**Exercise inputs**
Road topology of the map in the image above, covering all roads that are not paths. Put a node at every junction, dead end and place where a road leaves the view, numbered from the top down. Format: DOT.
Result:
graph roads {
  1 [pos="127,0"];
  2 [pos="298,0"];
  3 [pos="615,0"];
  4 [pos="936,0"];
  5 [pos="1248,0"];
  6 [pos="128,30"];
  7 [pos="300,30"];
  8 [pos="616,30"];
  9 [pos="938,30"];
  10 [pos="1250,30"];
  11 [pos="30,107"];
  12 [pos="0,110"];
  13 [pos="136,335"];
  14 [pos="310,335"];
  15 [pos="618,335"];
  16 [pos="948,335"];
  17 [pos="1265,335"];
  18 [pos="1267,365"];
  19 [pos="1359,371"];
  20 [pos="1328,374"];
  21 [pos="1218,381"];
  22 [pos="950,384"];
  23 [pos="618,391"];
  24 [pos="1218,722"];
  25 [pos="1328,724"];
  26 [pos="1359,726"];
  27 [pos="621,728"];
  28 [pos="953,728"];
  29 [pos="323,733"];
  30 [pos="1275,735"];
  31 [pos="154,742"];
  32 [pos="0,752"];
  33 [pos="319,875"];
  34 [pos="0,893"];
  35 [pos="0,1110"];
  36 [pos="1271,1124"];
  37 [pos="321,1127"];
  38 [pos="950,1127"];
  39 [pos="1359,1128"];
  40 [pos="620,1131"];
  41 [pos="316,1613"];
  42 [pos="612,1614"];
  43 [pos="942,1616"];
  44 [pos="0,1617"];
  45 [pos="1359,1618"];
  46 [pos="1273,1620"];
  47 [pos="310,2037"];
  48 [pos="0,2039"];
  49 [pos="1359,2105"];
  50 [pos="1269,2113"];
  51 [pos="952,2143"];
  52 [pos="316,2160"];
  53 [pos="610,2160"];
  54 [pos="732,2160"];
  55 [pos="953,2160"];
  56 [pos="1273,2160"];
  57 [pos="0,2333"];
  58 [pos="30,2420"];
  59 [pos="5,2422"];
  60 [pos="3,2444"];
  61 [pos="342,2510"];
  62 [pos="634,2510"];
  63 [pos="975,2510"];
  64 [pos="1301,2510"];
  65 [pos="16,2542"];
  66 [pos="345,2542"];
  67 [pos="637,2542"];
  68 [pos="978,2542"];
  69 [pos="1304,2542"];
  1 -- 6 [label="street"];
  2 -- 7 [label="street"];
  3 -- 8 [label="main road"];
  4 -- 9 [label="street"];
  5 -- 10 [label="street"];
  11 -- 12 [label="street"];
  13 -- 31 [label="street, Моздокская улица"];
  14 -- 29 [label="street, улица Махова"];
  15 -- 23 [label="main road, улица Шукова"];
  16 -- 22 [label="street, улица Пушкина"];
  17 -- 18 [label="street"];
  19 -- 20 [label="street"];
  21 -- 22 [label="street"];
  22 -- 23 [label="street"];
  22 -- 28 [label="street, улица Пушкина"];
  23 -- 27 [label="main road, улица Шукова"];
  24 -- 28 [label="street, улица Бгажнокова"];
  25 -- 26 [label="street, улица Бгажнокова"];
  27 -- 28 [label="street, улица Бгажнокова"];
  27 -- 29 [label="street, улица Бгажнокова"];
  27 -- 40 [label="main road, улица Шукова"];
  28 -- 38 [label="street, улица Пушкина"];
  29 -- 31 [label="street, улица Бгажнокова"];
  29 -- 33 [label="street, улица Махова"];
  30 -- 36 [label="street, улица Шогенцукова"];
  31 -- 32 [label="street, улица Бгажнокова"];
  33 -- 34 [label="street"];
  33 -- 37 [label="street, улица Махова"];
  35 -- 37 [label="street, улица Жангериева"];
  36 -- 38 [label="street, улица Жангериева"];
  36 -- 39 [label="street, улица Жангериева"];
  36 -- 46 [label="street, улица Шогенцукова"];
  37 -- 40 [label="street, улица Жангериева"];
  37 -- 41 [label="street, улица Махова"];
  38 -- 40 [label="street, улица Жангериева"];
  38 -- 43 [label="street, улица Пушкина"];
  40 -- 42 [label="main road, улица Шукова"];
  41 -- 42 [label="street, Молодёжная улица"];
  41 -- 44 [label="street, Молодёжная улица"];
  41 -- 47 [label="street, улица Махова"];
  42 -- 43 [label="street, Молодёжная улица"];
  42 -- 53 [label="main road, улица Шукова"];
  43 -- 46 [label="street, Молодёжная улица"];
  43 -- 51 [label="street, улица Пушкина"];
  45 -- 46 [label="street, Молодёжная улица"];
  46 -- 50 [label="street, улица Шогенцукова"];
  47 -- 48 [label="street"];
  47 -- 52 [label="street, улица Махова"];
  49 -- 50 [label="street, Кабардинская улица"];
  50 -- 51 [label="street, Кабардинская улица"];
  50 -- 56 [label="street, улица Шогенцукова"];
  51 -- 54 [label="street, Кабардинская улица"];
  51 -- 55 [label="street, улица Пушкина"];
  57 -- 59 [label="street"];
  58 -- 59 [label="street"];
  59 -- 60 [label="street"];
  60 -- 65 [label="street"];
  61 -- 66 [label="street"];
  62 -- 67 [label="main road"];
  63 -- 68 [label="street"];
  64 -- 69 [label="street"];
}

**What you have to do**
All that is needed is the material, repeated exactly.

**Problem solution**
Road topology of the map in the image above, covering all roads that are not paths. Put a node at every junction, dead end and place where a road leaves the view, numbered from the top down. Format: DOT.
Result:
graph roads {
  1 [pos="127,0"];
  2 [pos="298,0"];
  3 [pos="615,0"];
  4 [pos="936,0"];
  5 [pos="1248,0"];
  6 [pos="128,30"];
  7 [pos="300,30"];
  8 [pos="616,30"];
  9 [pos="938,30"];
  10 [pos="1250,30"];
  11 [pos="30,107"];
  12 [pos="0,110"];
  13 [pos="136,335"];
  14 [pos="310,335"];
  15 [pos="618,335"];
  16 [pos="948,335"];
  17 [pos="1265,335"];
  18 [pos="1267,365"];
  19 [pos="1359,371"];
  20 [pos="1328,374"];
  21 [pos="1218,381"];
  22 [pos="950,384"];
  23 [pos="618,391"];
  24 [pos="1218,722"];
  25 [pos="1328,724"];
  26 [pos="1359,726"];
  27 [pos="621,728"];
  28 [pos="953,728"];
  29 [pos="323,733"];
  30 [pos="1275,735"];
  31 [pos="154,742"];
  32 [pos="0,752"];
  33 [pos="319,875"];
  34 [pos="0,893"];
  35 [pos="0,1110"];
  36 [pos="1271,1124"];
  37 [pos="321,1127"];
  38 [pos="950,1127"];
  39 [pos="1359,1128"];
  40 [pos="620,1131"];
  41 [pos="316,1613"];
  42 [pos="612,1614"];
  43 [pos="942,1616"];
  44 [pos="0,1617"];
  45 [pos="1359,1618"];
  46 [pos="1273,1620"];
  47 [pos="310,2037"];
  48 [pos="0,2039"];
  49 [pos="1359,2105"];
  50 [pos="1269,2113"];
  51 [pos="952,2143"];
  52 [pos="316,2160"];
  53 [pos="610,2160"];
  54 [pos="732,2160"];
  55 [pos="953,2160"];
  56 [pos="1273,2160"];
  57 [pos="0,2333"];
  58 [pos="30,2420"];
  59 [pos="5,2422"];
  60 [pos="3,2444"];
  61 [pos="342,2510"];
  62 [pos="634,2510"];
  63 [pos="975,2510"];
  64 [pos="1301,2510"];
  65 [pos="16,2542"];
  66 [pos="345,2542"];
  67 [pos="637,2542"];
  68 [pos="978,2542"];
  69 [pos="1304,2542"];
  1 -- 6 [label="street"];
  2 -- 7 [label="street"];
  3 -- 8 [label="main road"];
  4 -- 9 [label="street"];
  5 -- 10 [label="street"];
  11 -- 12 [label="street"];
  13 -- 31 [label="street, Моздокская улица"];
  14 -- 29 [label="street, улица Махова"];
  15 -- 23 [label="main road, улица Шукова"];
  16 -- 22 [label="street, улица Пушкина"];
  17 -- 18 [label="street"];
  19 -- 20 [label="street"];
  21 -- 22 [label="street"];
  22 -- 23 [label="street"];
  22 -- 28 [label="street, улица Пушкина"];
  23 -- 27 [label="main road, улица Шукова"];
  24 -- 28 [label="street, улица Бгажнокова"];
  25 -- 26 [label="street, улица Бгажнокова"];
  27 -- 28 [label="street, улица Бгажнокова"];
  27 -- 29 [label="street, улица Бгажнокова"];
  27 -- 40 [label="main road, улица Шукова"];
  28 -- 38 [label="street, улица Пушкина"];
  29 -- 31 [label="street, улица Бгажнокова"];
  29 -- 33 [label="street, улица Махова"];
  30 -- 36 [label="street, улица Шогенцукова"];
  31 -- 32 [label="street, улица Бгажнокова"];
  33 -- 34 [label="street"];
  33 -- 37 [label="street, улица Махова"];
  35 -- 37 [label="street, улица Жангериева"];
  36 -- 38 [label="street, улица Жангериева"];
  36 -- 39 [label="street, улица Жангериева"];
  36 -- 46 [label="street, улица Шогенцукова"];
  37 -- 40 [label="street, улица Жангериева"];
  37 -- 41 [label="street, улица Махова"];
  38 -- 40 [label="street, улица Жангериева"];
  38 -- 43 [label="street, улица Пушкина"];
  40 -- 42 [label="main road, улица Шукова"];
  41 -- 42 [label="street, Молодёжная улица"];
  41 -- 44 [label="street, Молодёжная улица"];
  41 -- 47 [label="street, улица Махова"];
  42 -- 43 [label="street, Молодёжная улица"];
  42 -- 53 [label="main road, улица Шукова"];
  43 -- 46 [label="street, Молодёжная улица"];
  43 -- 51 [label="street, улица Пушкина"];
  45 -- 46 [label="street, Молодёжная улица"];
  46 -- 50 [label="street, улица Шогенцукова"];
  47 -- 48 [label="street"];
  47 -- 52 [label="street, улица Махова"];
  49 -- 50 [label="street, Кабардинская улица"];
  50 -- 51 [label="street, Кабардинская улица"];
  50 -- 56 [label="street, улица Шогенцукова"];
  51 -- 54 [label="street, Кабардинская улица"];
  51 -- 55 [label="street, улица Пушкина"];
  57 -- 59 [label="street"];
  58 -- 59 [label="street"];
  59 -- 60 [label="street"];
  60 -- 65 [label="street"];
  61 -- 66 [label="street"];
  62 -- 67 [label="main road"];
  63 -- 68 [label="street"];
  64 -- 69 [label="street"];
}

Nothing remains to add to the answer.